While today, eating soup or a salad out of a “bread bowl” might have some kitsch appeal, when tableware consisted entirely of very hard bread (a “trencher”) used to deliver food to mouth and then subsequently tossed to the dogs, it was decidedly less entertaining. But that was 500 years ago and things have changed since then – although not all that much in western civilization tableware since the 1700s. That’s when the European aristocracy discovered that China was using dinner plates, a German potter learned how to create the porcelain tableware, and companies such as Wedgwood, Royal Copenhagen, Royal Saxon and Spode launched their lines of “fine china.” A custom was born that persists to this day, with not much changing over time.

Traditionally a bride-to-be would get her dinnerware, for which she registered, from her parents and guests at her wedding. The tradition faded as couples began to set up homes – and dinnerware – prior to marriage, and as individual table settings became prohibitively costly. Today, after years of focus on function over form, china is again wildly popular, but with many people instead compiling their china over time, adding place settings and accessory pieces as possible.

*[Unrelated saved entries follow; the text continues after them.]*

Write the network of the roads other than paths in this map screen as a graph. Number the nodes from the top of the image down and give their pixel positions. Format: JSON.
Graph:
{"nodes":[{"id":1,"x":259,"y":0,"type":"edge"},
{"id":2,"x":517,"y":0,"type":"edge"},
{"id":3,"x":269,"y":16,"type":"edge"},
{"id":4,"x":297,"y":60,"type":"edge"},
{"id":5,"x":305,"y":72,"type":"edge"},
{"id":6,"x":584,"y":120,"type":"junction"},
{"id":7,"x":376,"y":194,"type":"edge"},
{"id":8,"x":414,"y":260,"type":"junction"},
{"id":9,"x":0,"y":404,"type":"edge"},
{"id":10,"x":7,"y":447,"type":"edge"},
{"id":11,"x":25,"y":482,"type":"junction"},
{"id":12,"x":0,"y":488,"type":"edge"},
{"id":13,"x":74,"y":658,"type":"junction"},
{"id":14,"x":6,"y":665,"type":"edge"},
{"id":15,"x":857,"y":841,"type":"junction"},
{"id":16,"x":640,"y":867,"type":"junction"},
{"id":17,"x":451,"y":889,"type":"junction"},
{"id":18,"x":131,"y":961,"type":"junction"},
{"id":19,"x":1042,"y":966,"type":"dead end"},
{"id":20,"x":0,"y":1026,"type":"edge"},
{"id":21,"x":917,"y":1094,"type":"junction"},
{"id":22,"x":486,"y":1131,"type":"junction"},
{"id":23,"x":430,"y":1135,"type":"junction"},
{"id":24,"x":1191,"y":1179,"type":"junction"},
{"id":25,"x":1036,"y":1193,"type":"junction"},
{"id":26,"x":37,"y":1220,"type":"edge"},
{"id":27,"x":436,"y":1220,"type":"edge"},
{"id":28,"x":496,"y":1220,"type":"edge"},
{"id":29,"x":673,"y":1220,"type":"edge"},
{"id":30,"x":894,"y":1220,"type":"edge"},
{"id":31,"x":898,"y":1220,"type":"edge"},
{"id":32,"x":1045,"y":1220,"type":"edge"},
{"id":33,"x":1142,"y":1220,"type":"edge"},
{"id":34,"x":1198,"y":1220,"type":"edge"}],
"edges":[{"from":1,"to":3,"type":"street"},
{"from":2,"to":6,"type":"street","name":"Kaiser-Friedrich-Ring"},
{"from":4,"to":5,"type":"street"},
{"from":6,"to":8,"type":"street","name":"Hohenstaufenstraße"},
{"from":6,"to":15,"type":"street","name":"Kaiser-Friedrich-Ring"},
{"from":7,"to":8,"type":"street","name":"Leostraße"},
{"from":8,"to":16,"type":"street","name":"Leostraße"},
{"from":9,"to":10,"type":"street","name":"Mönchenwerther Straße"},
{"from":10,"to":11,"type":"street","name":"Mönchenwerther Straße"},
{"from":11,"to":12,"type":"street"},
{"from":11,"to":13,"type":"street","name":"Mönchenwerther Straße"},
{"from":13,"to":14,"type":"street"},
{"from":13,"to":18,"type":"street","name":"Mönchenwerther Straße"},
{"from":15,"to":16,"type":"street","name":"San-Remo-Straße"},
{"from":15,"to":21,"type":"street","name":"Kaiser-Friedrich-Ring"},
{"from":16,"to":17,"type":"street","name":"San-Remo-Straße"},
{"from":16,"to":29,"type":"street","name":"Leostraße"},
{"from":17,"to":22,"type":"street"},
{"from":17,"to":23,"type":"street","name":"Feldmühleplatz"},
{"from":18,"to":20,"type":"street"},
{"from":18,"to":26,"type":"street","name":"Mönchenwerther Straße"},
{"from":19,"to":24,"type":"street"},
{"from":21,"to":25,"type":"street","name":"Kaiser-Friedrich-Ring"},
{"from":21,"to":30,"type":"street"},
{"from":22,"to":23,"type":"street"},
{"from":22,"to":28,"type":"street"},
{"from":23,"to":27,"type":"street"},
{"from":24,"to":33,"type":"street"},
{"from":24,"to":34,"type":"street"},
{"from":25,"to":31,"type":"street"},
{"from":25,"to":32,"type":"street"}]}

Gilded edges and floral patterns have always been popular on china, but the number of patterns, colors, shapes, sizes and pieces can be quite staggering – or inspiring to enthusiasts. Some of the most popular lines today are Lenox, Wedgwood and Waterford, but there are numerous others including from famed designers such as Vera Wang and Kate Spade.

Regardless of choice in lines or patterns of china or the time invested in putting the collection together, rest assured that fine china is meant to stand the test of time. And, better yet, it doesn’t get fed to the dogs after dinner.